How Do You Know If You “Love The World”?

Yesterday I posed a question on my Facebook page from 1 John 2:15, where John commands us not to love the world. Several people responded. I loved their insights and they really made me examine this question. Here are my thoughts. 
To preface, the “world” in this context does not mean “humanity” as in John 3:16, where “God so loved the world.” In John’s first letter, he means the present age and culture. BlueLetterBible defines “world” as “world affairs, the aggregate of things earthly; the whole circle of earthly goods, endowments, riches, advantages, pleasures, etc, which although hollow and frail and fleeting, stir desire, seduce from God and are obstacles to the cause of Christ.”
We are commanded not to love the world (2:15) but are to do the will of God (2:17) because the world is passing away, but we will live forever. We live for eternity, not for this present world. We invest our time, energy, money, and talents for God’s kingdom, not the kingdom of this world, which belongs to our enemy (5:19). If the opposite of loving the world is doing God’s will, then to love the world is to focus on self (lust of the flesh, lust of the eyes, boastful pride of life), i.e., spend my time, energy, money and talents for the things I want, need, or feel that I deserve, as one comment said. Another friend alluded to this when she spoke of a daily inventory of our actions and motivations. What do we spend our time on? What do we think about the most? Where does our money go? At the end of the day, have we advanced “our” kingdom, or God’s?

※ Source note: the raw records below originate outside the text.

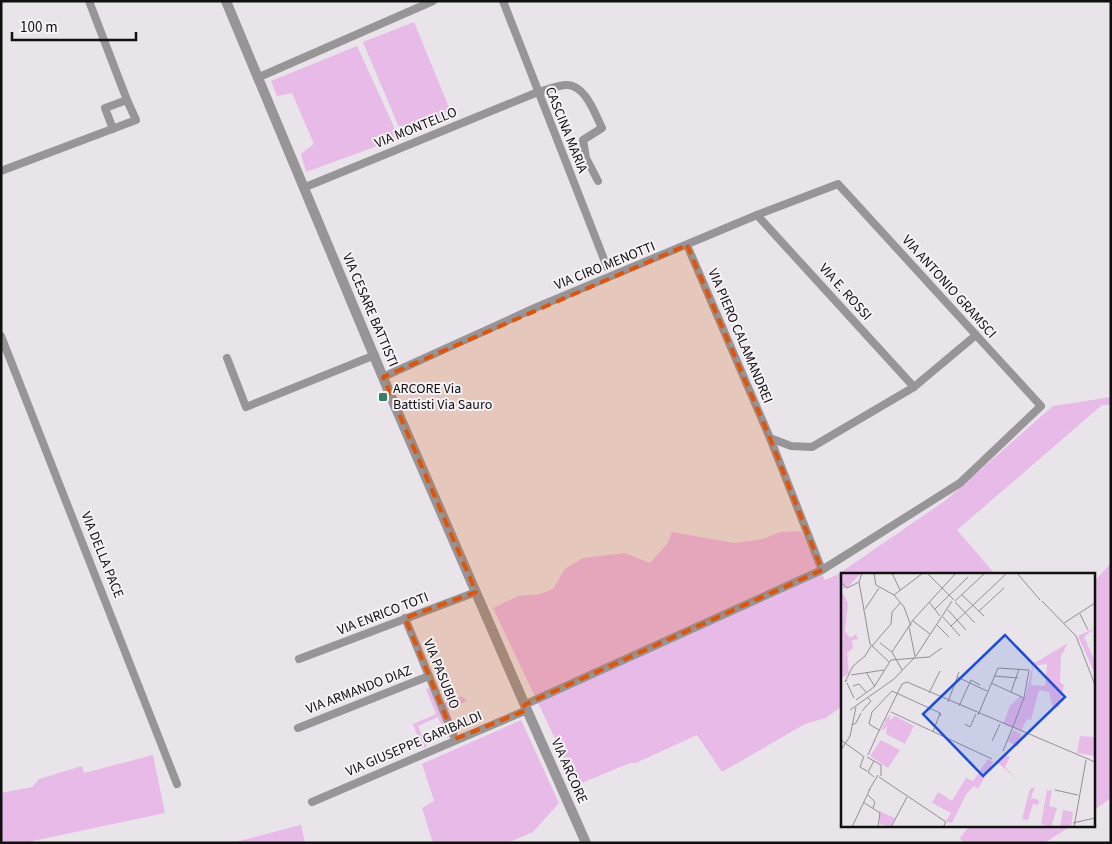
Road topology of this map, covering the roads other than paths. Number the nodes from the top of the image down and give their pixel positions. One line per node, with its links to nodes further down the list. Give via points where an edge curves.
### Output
1 (89, 1): 7 (street)
2 (226, 1): 5 (street, VIA CESARE BATTISTI)
3 (433, 1): 5 (street)
4 (503, 1): 6 (street, CASCINA MARIA)
5 (257, 78): 12 (street, VIA CESARE BATTISTI)
6 (538, 92): 10 (street, VIA MONTELLO, via 567,84 588,99 602,128 583,140 586,158); 12 (street, VIA MONTELLO); 15 (street, CASCINA MARIA)
7 (127, 100): 8 (street, via 105,108); 8 (street, via 136,120)
8 (113, 129): 9 (street)
9 (1, 171)
10 (598, 181)
11 (838, 184): 13 (street, VIA CIRO MENOTTI); 16 (street, VIA ANTONIO GRAMSCI)
12 (304, 188): 18 (street, VIA CESARE BATTISTI)
13 (758, 215): 14 (street, VIA CIRO MENOTTI); 21 (street, VIA E. ROSSI)
14 (687, 245): 20 (street, VIA CIRO MENOTTI, via 537,307); 23 (street, VIA PIERO CALAMANDREI)
15 (607, 267)
16 (976, 335): 21 (street); 22 (street, VIA ANTONIO GRAMSCI)
17 (1, 336): 32 (street, VIA DELLA PACE)
18 (375, 355): 19 (street, via 246,407); 20 (street, VIA CESARE BATTISTI)
19 (227, 358)
20 (383, 377): 25 (street, VIA CESARE BATTISTI)
21 (914, 387): 23 (street, via 812,447 791,446)
22 (1041, 406): 24 (street, VIA GIUSEPPE GARIBALDI, via 960,483)
23 (770, 438): 24 (street, VIA PIERO CALAMANDREI)
24 (822, 570): 29 (street, VIA GIUSEPPE GARIBALDI)
25 (476, 592): 26 (street, VIA ENRICO TOTI); 29 (street, VIA CESARE BATTISTI)
26 (405, 618): 27 (street, VIA ENRICO TOTI); 28 (street, VIA PASUBIO)
27 (300, 659)
28 (429, 676): 30 (street, VIA ARMANDO DIAZ); 31 (street, VIA PASUBIO)
29 (526, 708): 31 (street, VIA GIUSEPPE GARIBALDI); 34 (street, VIA ARCORE)
30 (298, 728)
31 (454, 740): 33 (street, VIA GIUSEPPE GARIBALDI)
32 (177, 784)
33 (312, 802)
34 (586, 843)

One comment took us down another, related path, that of being “in” the world without being “of” it. John says we should expect the world to hate us (3:13). He learned this from Jesus (John 15:19). This world presently (and temporarily) lies in the power of our enemy, Satan (5:19), hence the pull of the world is always toward our flesh (those lusts we mentioned). I think we can find the “fine balance” of being in the world and not of it by examining how comfortable and accepted we are by the world (unbelievers), and how comfortable we are with them. Another friend mentioned this principle of being “set apart.” If the “world does not know us” (3:1); if we are to “overcome” the world (5:4), then we should not feel at home in it. If we’re accepted and embraced, we probably should give some thought to how worldly we’ve become ourselves. Light always exposes darkness, and if our lives are shining the Light of Christ brightly, those who love the darkness will not be our good friend (John 3:20-21). Here’s the real test: how do they respond when we talk about Jesus? (4:1-6) Are we talking about Jesus?
Demas abandoned the mission for the gospel because he loved “this present world” (2 Timothy 4:10). Maybe he decided giving up his life to preach the gospel wasn’t worth what he was missing back home (all of which could have been “good” things, like family, friends, career, etc. but should have taken second place to doing what God called him to do). Or, maybe Paul’s boldness in proclaiming the gospel and calling sinners to repentance was too uncomfortable. We all know that talking about Jesus isn’t popular. Demas craved the comforts and acceptance of this world and wasn’t willing to pay the temporary price of rejection for the eternal gain of God’s glory. As one person mentioned, he chose to please himself and lost focus of what really mattered.
One comment referenced anything that steers our identity away from Christ. That’s another good test to see if we’re loving the world. If we avoid being identified with the part of Christ that offends the world (exposing sin) and present only the “acceptable” version (God loves) then we’ve compromised. We’re trying to make Jesus attractive so the world will want Him. We love the world more than Christ. Our identity in Christ must be rooted in ALL of Christ, the Christ who came FOR sin, to put away sin, and defeat sin. Christ came to radically redeem us from sin, not just to make us a better version of our sinful selves. The gospel only makes sense when we know we are sinners. Really loving someone means risking rejection by being willing to address the sin that keeps them from knowing Christ.
One person’s summary was short and simple. Not loving the world means to deny self and live in Christ. She echoes Jesus’ words in Matthew 16:24-26, as He described the life of a true disciple, the one who does not love the world but loves Christ first and foremost: “If anyone wishes to come after Me, he must deny himself, and take up his cross, and follow Me. For whoever wishes to save his life will lose it; but whoever loses his life for my sake will find it. For what will it gain a man if he gains the whole world and forfeits his soul? Or what will a man give in exchange for his soul?”
God gave us this world to enjoy its beauty, to provide for our needs, and to have a place to live while we remain in our “earth suits.” But it is not our home. Let’s not love it at the expense of our soul.